Un autre changement, plus déterminant encore, consiste à instaurer des districts régionaux, dotés du statut de corporation, avec plus de pouvoirs que les corporations locales. En 1841-1842, 24 districts sont ainsi établis. Plus spécifiquement, chacun d’eux:
- agit par un conseil formé de conseillers élus par chaque corporation locale et présidé par un préfet nommé par le gouverneur;
- dispose de pouvoirs quant à la construction, la préservation et la réparation des bâtiments publics, des chemins, des ponts et autres voies de communication;
- doit défrayer le maintien d’un service de police sur son territoire et sa part du coût de fonctionnement des prisons du district judiciaire dont il fait partie;
- peut imposer des taxes foncières, mobilières ou personnelles aux propriétaires et occupants, pour financer l’exécution de ses responsabilités.
Ces changements sont évidemment très mal reçus par les citoyens, surtout en raison du climat de méfiance découlant des événements violents de 1837-1838 et des lois sévères imposées par la suite. Aucunement initiés à une telle taxation directe, autre que la dîme paroissiale, ils la rejettent « passivement » en n’élisant que des conseillers engagés à n’imposer aucune taxe et, en conséquence, à n’exercer aucun pouvoir.
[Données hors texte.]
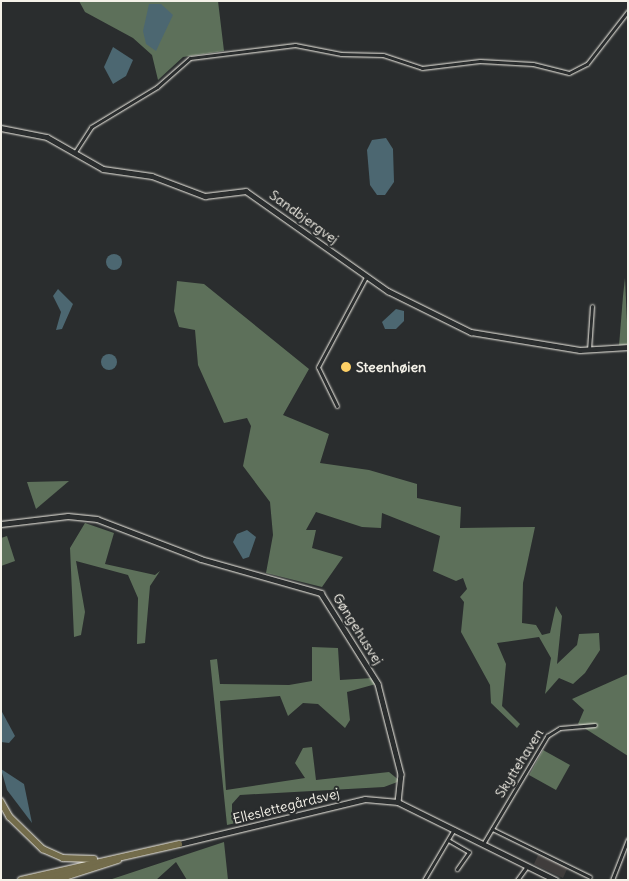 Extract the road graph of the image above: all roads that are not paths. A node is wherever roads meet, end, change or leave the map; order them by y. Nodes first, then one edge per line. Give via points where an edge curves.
1 (628, 11) edge
2 (1, 128) edge
3 (75, 152) junction
4 (366, 277) junction
5 (592, 306) dead end
6 (628, 347) edge
7 (588, 351) junction
8 (336, 406) dead end
9 (1, 524) edge
10 (595, 725) dead end
11 (1, 801) edge
12 (398, 802) junction
13 (454, 829) junction
14 (492, 829) junction
15 (628, 838) edge
16 (448, 840) junction
17 (179, 844) junction
18 (483, 844) junction
19 (627, 844) edge
20 (136, 853) junction
21 (118, 860) junction
22 (527, 866) junction
23 (457, 869) dead end
24 (590, 877) dead end
25 (426, 879) edge
26 (21, 880) edge
27 (38, 880) edge
28 (56, 880) edge
29 (517, 880) edge
30 (556, 880) edge
31 (612, 880) edge

1 - 3 street via 587,64 569,73 532,64 480,61 422,68 383,55 335,54 295,45 190,58 157,87 91,127
2 - 3 street, Sandbjergvej via 34,132
3 - 4 street, Sandbjergvej via 103,169 152,176 205,196 246,192
4 - 7 street, Sandbjergvej via 471,332
4 - 8 street via 318,368
5 - 7 street
6 - 7 street, Sandbjergvej
9 - 12 street, Gøngehusvej via 68,516 97,519 201,560 321,593 378,684 401,774
10 - 14 street, Skyttehaven via 560,728 547,736
11 - 20 highway via 21,829 52,854 80,860
12 - 13 street
12 - 17 street, Elleslettegårdsvej via 365,799
13 - 16 street
13 - 18 street
14 - 18 street, Skyttehaven
14 - 24 street
15 - 19 street
16 - 23 street via 469,852
16 - 25 street
17 - 20 highway
17 - 21 highway
18 - 22 street
19 - 31 street
20 - 26 highway
21 - 27 highway
21 - 28 highway
22 - 29 street
22 - 30 street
Loi de 1845 : corporations locales seulement
Constatant l’échec des dispositions précédentes, le gouvernement les remplace par l’Acte pour abroger certaines ordonnances y mentionnées et faire de meilleures dispositions pour l’établissement d’autorités locales et municipales dans le Bas-Canada (8 Vict., c. 40). Entrée en vigueur le 1er juillet 1845 pour une durée de deux ans, cette loi élimine les districts régionaux et en transfère l’essentiel des pouvoirs aux corporations locales, exercés par un conseil de sept membres élus. Cette loi est beaucoup mieux accueillie que la précédente, puisque cette forme d’administration locale s’apparente – et se confond même parfois – à celle des paroisses religieuses déjà en place depuis près de 200 ans.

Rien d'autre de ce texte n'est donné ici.